### PROBLEM TO SOLVE
For the material that follows, state the number of lines where "South" occurs, and add nothing.

-=-=-

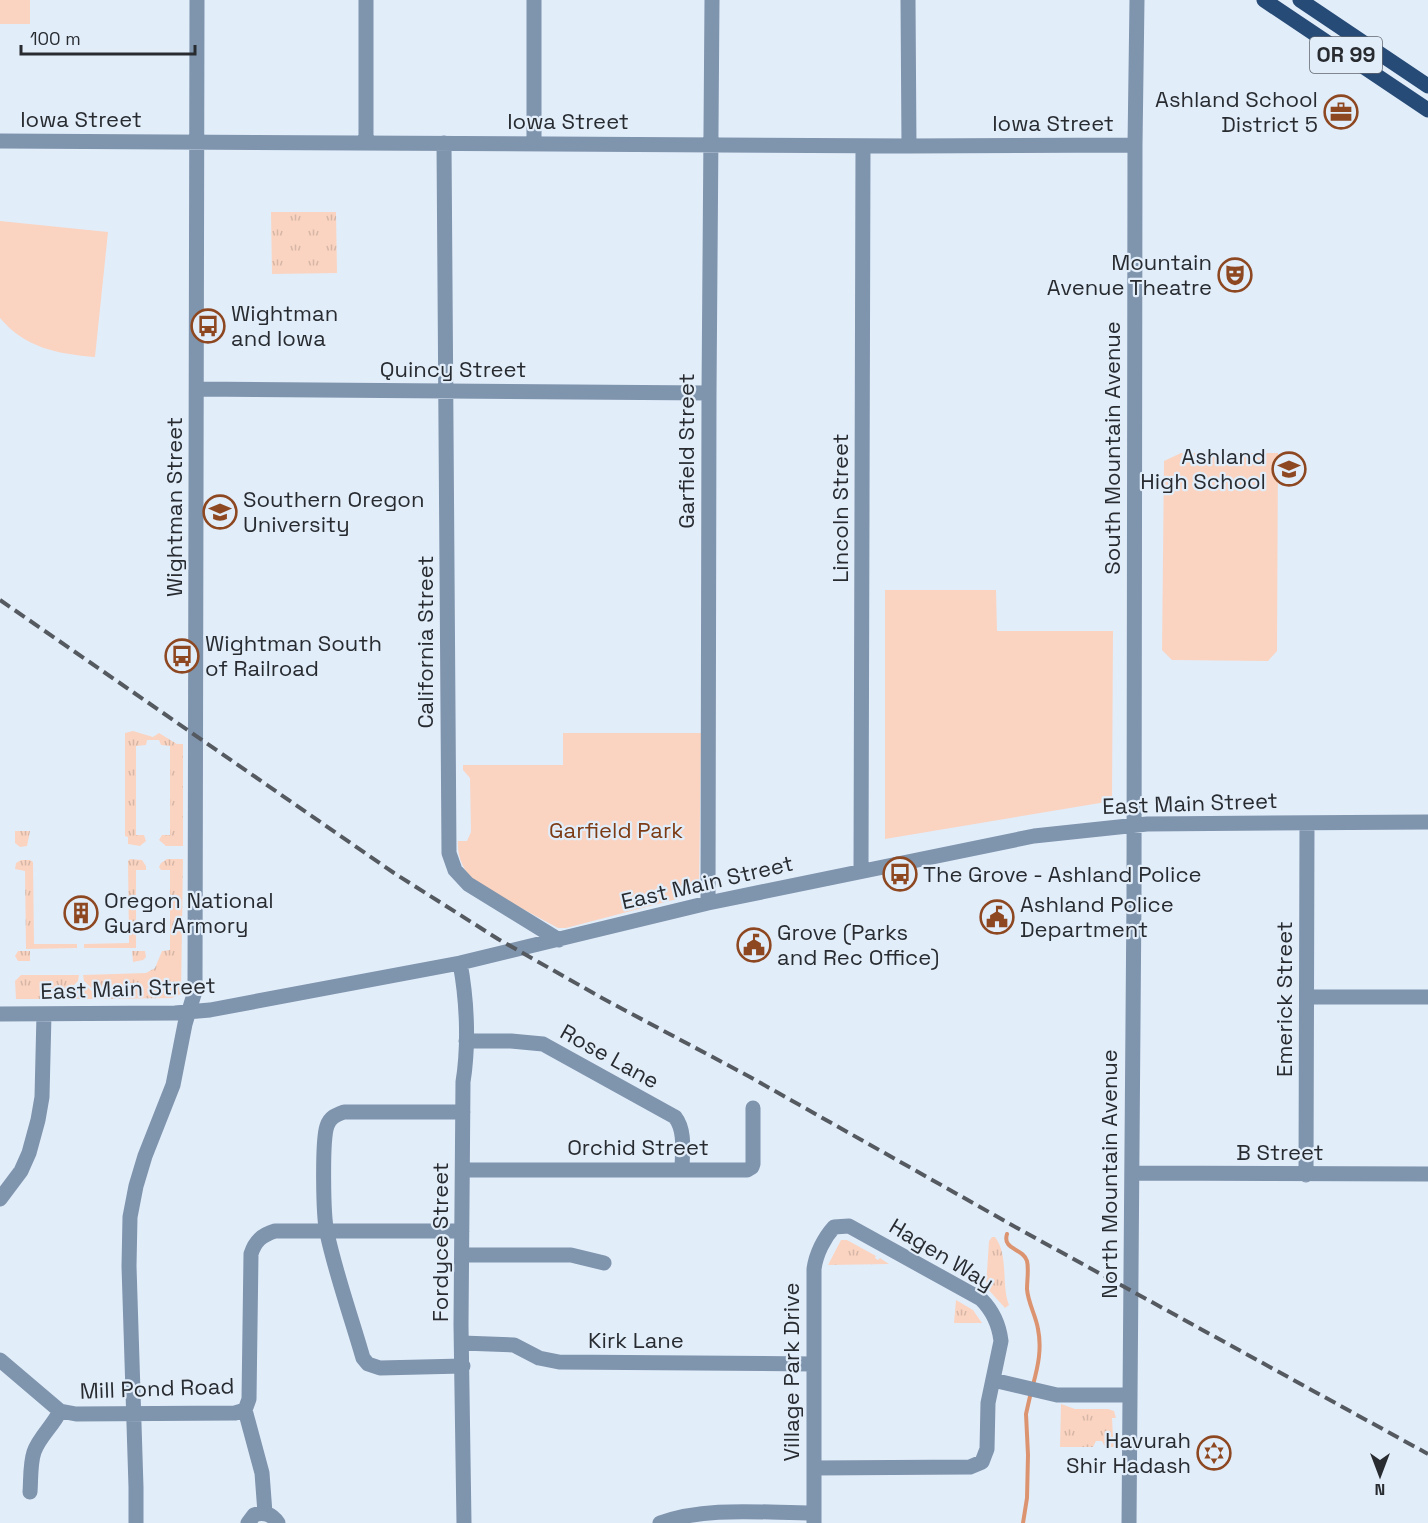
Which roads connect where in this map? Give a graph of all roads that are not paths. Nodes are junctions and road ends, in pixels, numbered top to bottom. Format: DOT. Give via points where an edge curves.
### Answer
graph roads {
  1 [pos="196,0"];
  2 [pos="366,0"];
  3 [pos="534,0"];
  4 [pos="712,0"];
  5 [pos="908,0"];
  6 [pos="1137,0"];
  7 [pos="1264,0"];
  8 [pos="1300,0"];
  9 [pos="1428,86"];
  10 [pos="1428,110"];
  11 [pos="0,141"];
  12 [pos="197,142"];
  13 [pos="366,143"];
  14 [pos="444,143"];
  15 [pos="534,143"];
  16 [pos="710,145"];
  17 [pos="1135,145"];
  18 [pos="863,146"];
  19 [pos="909,146"];
  20 [pos="197,389"];
  21 [pos="445,392"];
  22 [pos="709,393"];
  23 [pos="1307,822"];
  24 [pos="1428,822"];
  25 [pos="1134,825"];
  26 [pos="861,870"];
  27 [pos="708,903"];
  28 [pos="559,940"];
  29 [pos="460,963"];
  30 [pos="1307,997"];
  31 [pos="1428,997"];
  32 [pos="189,1012"];
  33 [pos="0,1014"];
  34 [pos="44,1014"];
  35 [pos="466,1041"];
  36 [pos="753,1108"];
  37 [pos="463,1112"];
  38 [pos="463,1170"];
  39 [pos="682,1170"];
  40 [pos="1131,1173"];
  41 [pos="1428,1174"];
  42 [pos="1306,1175"];
  43 [pos="0,1199"];
  44 [pos="834,1227"];
  45 [pos="326,1231"];
  46 [pos="462,1231"];
  47 [pos="462,1255"];
  48 [pos="604,1263"];
  49 [pos="462,1343"];
  50 [pos="0,1360"];
  51 [pos="814,1364"];
  52 [pos="463,1366"];
  53 [pos="993,1380"];
  54 [pos="1130,1395"];
  55 [pos="245,1410"];
  56 [pos="60,1411"];
  57 [pos="134,1413"];
  58 [pos="814,1468"];
  59 [pos="30,1492"];
  60 [pos="265,1513"];
  61 [pos="814,1518"];
  62 [pos="136,1523"];
  63 [pos="248,1523"];
  64 [pos="278,1523"];
  65 [pos="464,1523"];
  66 [pos="660,1523"];
  67 [pos="1129,1523"];
  1 -- 12 [label="street, Wightman Street"];
  2 -- 13 [label="street"];
  3 -- 15 [label="street"];
  4 -- 16 [label="street, Garfield Street"];
  5 -- 19 [label="street"];
  6 -- 17 [label="street, South Mountain Avenue"];
  7 -- 10 [label="main road, OR 99"];
  8 -- 9 [label="main road, OR 99"];
  11 -- 12 [label="street, Iowa Street"];
  12 -- 13 [label="street, Iowa Street"];
  12 -- 20 [label="street, Wightman Street"];
  13 -- 14 [label="street, Iowa Street"];
  14 -- 15 [label="street, Iowa Street"];
  14 -- 21 [label="street, California Street"];
  15 -- 16 [label="street, Iowa Street"];
  16 -- 18 [label="street, Iowa Street"];
  16 -- 22 [label="street, Garfield Street"];
  17 -- 19 [label="street, Iowa Street"];
  17 -- 25 [label="street, South Mountain Avenue"];
  18 -- 19 [label="street, Iowa Street"];
  18 -- 26 [label="street, Lincoln Street"];
  20 -- 21 [label="street, Quincy Street"];
  20 -- 32 [label="street, Wightman Street" via="195,991"];
  21 -- 22 [label="street, Quincy Street"];
  21 -- 28 [label="street, California Street" via="449,853 455,870 468,884"];
  22 -- 27 [label="street, Garfield Street"];
  23 -- 24 [label="street, East Main Street"];
  23 -- 25 [label="street, East Main Street"];
  23 -- 30 [label="street, Emerick Street"];
  25 -- 26 [label="street, East Main Street" via="1060,832"];
  25 -- 40 [label="street, North Mountain Avenue"];
  26 -- 27 [label="street, East Main Street"];
  27 -- 28 [label="street, East Main Street"];
  28 -- 29 [label="street, East Main Street"];
  29 -- 32 [label="street, East Main Street"];
  29 -- 35 [label="street, Fordyce Street"];
  30 -- 31 [label="street"];
  30 -- 42 [label="street, Emerick Street"];
  32 -- 34 [label="street, East Main Street"];
  32 -- 57 [label="street, Wightman Street" via="173,1086 145,1156 130,1217"];
  33 -- 34 [label="street, East Main Street"];
  34 -- 43 [label="street" via="38,1120 21,1172"];
  35 -- 37 [label="street, Fordyce Street"];
  35 -- 39 [label="street, Rose Lane" via="543,1044 675,1117 681,1130"];
  36 -- 39 [label="street, Orchid Street" via="750,1169"];
  37 -- 38 [label="street, Fordyce Street"];
  37 -- 45 [label="street" via="344,1112 334,1116 325,1136"];
  38 -- 39 [label="street, Orchid Street"];
  38 -- 46 [label="street, Fordyce Street"];
  40 -- 42 [label="street, B Street"];
  40 -- 54 [label="street, North Mountain Avenue"];
  41 -- 42 [label="street, B Street"];
  44 -- 51 [label="street, Village Park Drive" via="815,1263"];
  44 -- 53 [label="street, Hagen Way" via="849,1226 981,1299 1000,1331"];
  45 -- 46 [label="street, Mill Pond Road"];
  45 -- 52 [label="street" via="368,1364 380,1368"];
  45 -- 55 [label="street, Mill Pond Road" via="275,1231 266,1234 250,1254 249,1399"];
  46 -- 47 [label="street, Fordyce Street"];
  47 -- 48 [label="street" via="571,1255"];
  47 -- 49 [label="street, Fordyce Street"];
  49 -- 51 [label="street, Kirk Lane" via="514,1345 539,1358 559,1362"];
  49 -- 52 [label="street, Fordyce Street"];
  50 -- 56 [label="street, Mill Pond Road"];
  51 -- 58 [label="street, Village Park Drive"];
  52 -- 65 [label="street, Fordyce Street"];
  53 -- 54 [label="street" via="1050,1394"];
  53 -- 58 [label="street, Hagen Way" via="987,1410 986,1456 977,1465"];
  54 -- 67 [label="street, North Mountain Avenue"];
  55 -- 57 [label="street, Mill Pond Road"];
  55 -- 60 [label="street" via="262,1473"];
  56 -- 57 [label="street, Mill Pond Road"];
  56 -- 59 [label="street" via="34,1450"];
  57 -- 62 [label="street, Wightman Street"];
  58 -- 61 [label="street, Village Park Drive"];
  60 -- 63 [label="street" via="254,1515"];
  60 -- 64 [label="street"];
  61 -- 66 [label="street" via="709,1513"];
}
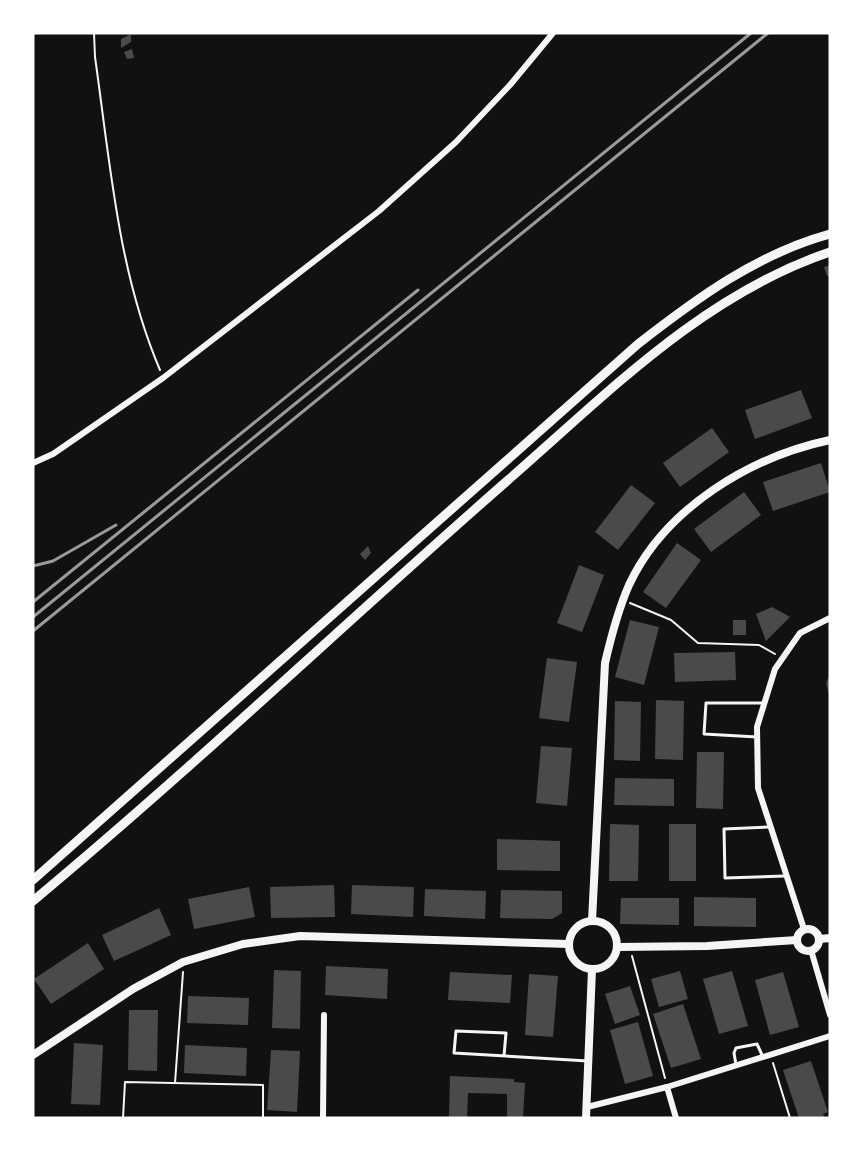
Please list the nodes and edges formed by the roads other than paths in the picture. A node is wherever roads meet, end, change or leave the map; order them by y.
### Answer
1 (553, 33) edge
2 (830, 234) edge
3 (830, 252) edge
4 (830, 440) edge
5 (33, 463) edge
6 (830, 618) edge
7 (764, 704) junction
8 (757, 738) junction
9 (770, 827) junction
10 (785, 876) junction
11 (33, 880) edge
12 (33, 902) edge
13 (592, 921) junction
14 (804, 929) junction
15 (830, 938) edge
16 (819, 939) junction
17 (796, 940) junction
18 (569, 944) junction
19 (617, 947) junction
20 (811, 950) junction
21 (592, 969) junction
22 (324, 1015) dead end
23 (830, 1015) edge
24 (830, 1036) edge
25 (33, 1055) edge
26 (504, 1056) junction
27 (763, 1059) junction
28 (588, 1061) junction
29 (737, 1066) junction
30 (667, 1087) junction
31 (587, 1107) junction
32 (322, 1118) edge
33 (586, 1118) edge
34 (676, 1118) edge

1 - 5 street
2 - 11 main road
3 - 12 main road
4 - 13 street
6 - 7 street
7 - 8 street
7 - 8 lane
8 - 9 street
9 - 10 street
9 - 10 lane
10 - 14 street
13 - 18 street
13 - 19 street
14 - 16 street
14 - 17 street
15 - 16 street
16 - 20 street
17 - 19 street
17 - 20 street
18 - 21 street
18 - 25 street
19 - 21 street
20 - 23 street
21 - 28 street
22 - 32 street
24 - 27 street
26 - 26 lane
26 - 28 lane
27 - 29 street
27 - 29 lane
28 - 31 street
29 - 30 street
30 - 31 street
30 - 34 street
31 - 33 street

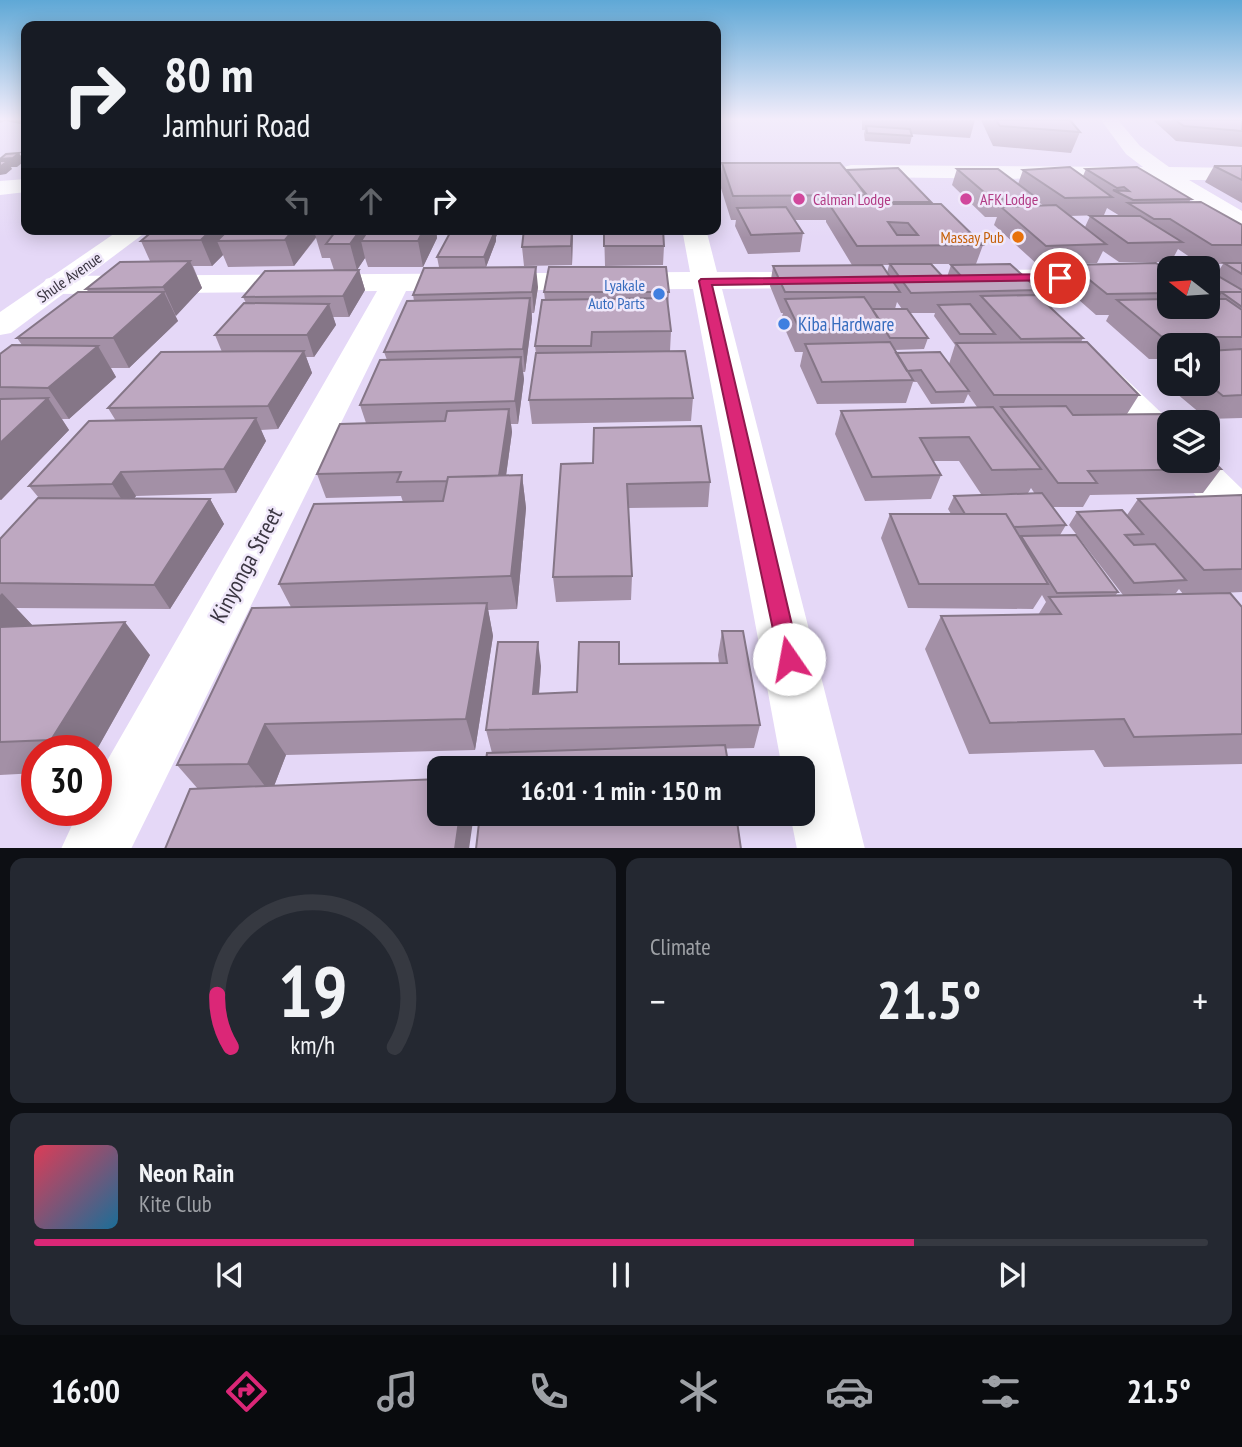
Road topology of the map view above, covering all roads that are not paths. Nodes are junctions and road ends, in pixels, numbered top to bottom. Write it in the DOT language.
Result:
graph roads {
  1 [pos="1146,160"];
  2 [pos="834,171"];
  3 [pos="900,171"];
  4 [pos="1242,174"];
  5 [pos="1166,175"];
  6 [pos="21,186"];
  7 [pos="0,188"];
  8 [pos="929,200"];
  9 [pos="1242,221"];
  10 [pos="129,235"];
  11 [pos="695,235"];
  12 [pos="977,249"];
  13 [pos="1157,277"];
  14 [pos="1006,278"];
  15 [pos="951,279"];
  16 [pos="856,280"];
  17 [pos="397,281"];
  18 [pos="705,281"];
  19 [pos="56,285"];
  20 [pos="1035,307"];
  21 [pos="0,326"];
  22 [pos="1073,346"];
  23 [pos="1157,430"];
  24 [pos="1200,473"];
  25 [pos="1242,516"];
  26 [pos="96,848"];
  27 [pos="831,848"];
  1 -- 5 [label="street"];
  2 -- 3 [label="street"];
  3 -- 5 [label="street"];
  3 -- 8 [label="street"];
  4 -- 5 [label="street"];
  5 -- 9 [label="street"];
  6 -- 7 [label="street"];
  10 -- 19 [label="street, Shule Avenue"];
  11 -- 18 [label="street"];
  12 -- 14 [label="street"];
  13 -- 14 [label="street"];
  14 -- 15 [label="street"];
  14 -- 20 [label="street"];
  16 -- 18 [label="street"];
  17 -- 18 [label="street"];
  17 -- 19 [label="street"];
  17 -- 26 [label="street, Kinyonga Street"];
  18 -- 27 [label="street"];
  19 -- 21 [label="street, Shule Avenue"];
  22 -- 23 [label="street"];
  24 -- 25 [label="street"];
}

-=-=-

### RESPONSE BOX
2